Python code to remove HTML tags from a string

Bruno Rocha - rochacbruno picture Bruno Rocha - rochacbruno · Mar 12, 2012 · Viewed 238.8k times · Source

I have a text like this:

text = """<div>
<h1>Title</h1>
<p>A long text........ </p>
<a href=""> a link </a>
</div>"""

using pure Python, with no external module I want to have this:

>>> print remove_tags(text)
Title A long text..... a link

I know I can do it using lxml.html.fromstring(text).text_content() but I need to achieve the same in pure Python using builtin or std library for 2.6+

How can I do that?

Answer

c24b picture c24b · Oct 19, 2012

Using a regex

Using a regex, you can clean everything inside <> :

import re

def cleanhtml(raw_html):
  cleanr = re.compile('<.*?>')
  cleantext = re.sub(cleanr, '', raw_html)
  return cleantext

Some HTML texts can also contain entities, that are not enclosed in brackets such as '&nsbm'. If that is the case then you might want to write the regex as

cleanr = re.compile('<.*?>|&([a-z0-9]+|#[0-9]{1,6}|#x[0-9a-f]{1,6});')

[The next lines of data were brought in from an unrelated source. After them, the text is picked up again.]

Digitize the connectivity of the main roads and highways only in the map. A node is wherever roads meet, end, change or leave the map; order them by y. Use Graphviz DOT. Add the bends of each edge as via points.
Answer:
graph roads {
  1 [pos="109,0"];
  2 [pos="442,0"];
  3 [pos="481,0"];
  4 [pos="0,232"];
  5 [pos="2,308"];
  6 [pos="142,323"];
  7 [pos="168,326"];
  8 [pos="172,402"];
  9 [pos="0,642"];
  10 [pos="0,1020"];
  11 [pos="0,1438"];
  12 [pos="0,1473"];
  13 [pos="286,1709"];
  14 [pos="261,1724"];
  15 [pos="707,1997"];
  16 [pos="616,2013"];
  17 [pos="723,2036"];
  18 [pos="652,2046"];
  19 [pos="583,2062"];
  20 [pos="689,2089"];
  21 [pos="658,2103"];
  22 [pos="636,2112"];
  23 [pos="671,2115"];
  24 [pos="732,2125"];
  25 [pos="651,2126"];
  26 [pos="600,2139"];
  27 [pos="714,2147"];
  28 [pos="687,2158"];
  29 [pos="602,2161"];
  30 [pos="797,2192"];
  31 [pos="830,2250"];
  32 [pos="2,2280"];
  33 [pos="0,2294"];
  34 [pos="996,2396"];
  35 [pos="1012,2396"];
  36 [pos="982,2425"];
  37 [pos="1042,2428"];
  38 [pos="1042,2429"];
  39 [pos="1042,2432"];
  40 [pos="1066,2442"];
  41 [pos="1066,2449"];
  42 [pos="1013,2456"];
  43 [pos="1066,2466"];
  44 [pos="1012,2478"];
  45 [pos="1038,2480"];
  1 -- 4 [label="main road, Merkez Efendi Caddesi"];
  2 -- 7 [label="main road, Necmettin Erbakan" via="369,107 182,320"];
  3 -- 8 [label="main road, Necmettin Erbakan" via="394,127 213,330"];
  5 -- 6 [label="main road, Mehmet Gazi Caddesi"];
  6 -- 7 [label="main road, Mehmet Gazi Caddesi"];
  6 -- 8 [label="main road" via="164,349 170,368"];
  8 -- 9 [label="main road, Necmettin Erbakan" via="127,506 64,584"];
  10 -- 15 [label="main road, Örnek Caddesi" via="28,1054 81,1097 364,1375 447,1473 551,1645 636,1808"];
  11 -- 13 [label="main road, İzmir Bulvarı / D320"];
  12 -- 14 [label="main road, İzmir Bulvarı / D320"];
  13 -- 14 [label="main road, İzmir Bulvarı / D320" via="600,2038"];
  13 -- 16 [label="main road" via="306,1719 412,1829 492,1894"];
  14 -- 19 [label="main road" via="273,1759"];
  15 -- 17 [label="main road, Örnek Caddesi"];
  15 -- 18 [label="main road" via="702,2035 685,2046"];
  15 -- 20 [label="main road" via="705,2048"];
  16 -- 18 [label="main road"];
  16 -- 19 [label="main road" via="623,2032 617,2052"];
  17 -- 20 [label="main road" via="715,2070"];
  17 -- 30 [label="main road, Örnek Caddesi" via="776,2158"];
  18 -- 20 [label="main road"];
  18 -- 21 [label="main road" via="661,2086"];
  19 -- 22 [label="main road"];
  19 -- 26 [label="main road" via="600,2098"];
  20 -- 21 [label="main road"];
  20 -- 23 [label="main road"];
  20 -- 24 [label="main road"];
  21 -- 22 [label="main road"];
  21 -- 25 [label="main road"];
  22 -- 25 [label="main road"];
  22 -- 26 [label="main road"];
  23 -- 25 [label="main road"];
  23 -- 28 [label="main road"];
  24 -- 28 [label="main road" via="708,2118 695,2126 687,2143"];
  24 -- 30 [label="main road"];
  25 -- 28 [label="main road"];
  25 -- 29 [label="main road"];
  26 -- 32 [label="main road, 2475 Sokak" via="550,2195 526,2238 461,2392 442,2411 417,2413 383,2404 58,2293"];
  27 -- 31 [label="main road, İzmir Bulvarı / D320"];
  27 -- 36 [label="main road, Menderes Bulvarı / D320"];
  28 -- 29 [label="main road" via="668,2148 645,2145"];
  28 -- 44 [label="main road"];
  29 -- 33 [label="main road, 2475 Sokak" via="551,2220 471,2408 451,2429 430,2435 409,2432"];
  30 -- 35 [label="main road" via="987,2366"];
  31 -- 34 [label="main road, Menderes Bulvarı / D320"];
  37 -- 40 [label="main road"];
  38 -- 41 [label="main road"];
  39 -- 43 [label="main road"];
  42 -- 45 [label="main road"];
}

This link contains more details on this.

Using BeautifulSoup

You could also use BeautifulSoup additional package to find out all the raw text

You will need to explicitly set a parser when calling BeautifulSoup I recommend "lxml" as mentioned in alternative answers (much more robust than the default one (i.e. available without additional install) 'html.parser'

from bs4 import BeautifulSoup
cleantext = BeautifulSoup(raw_html, "lxml").text

But it doesn't prevent you from using external libraries, so I recommend the first solution.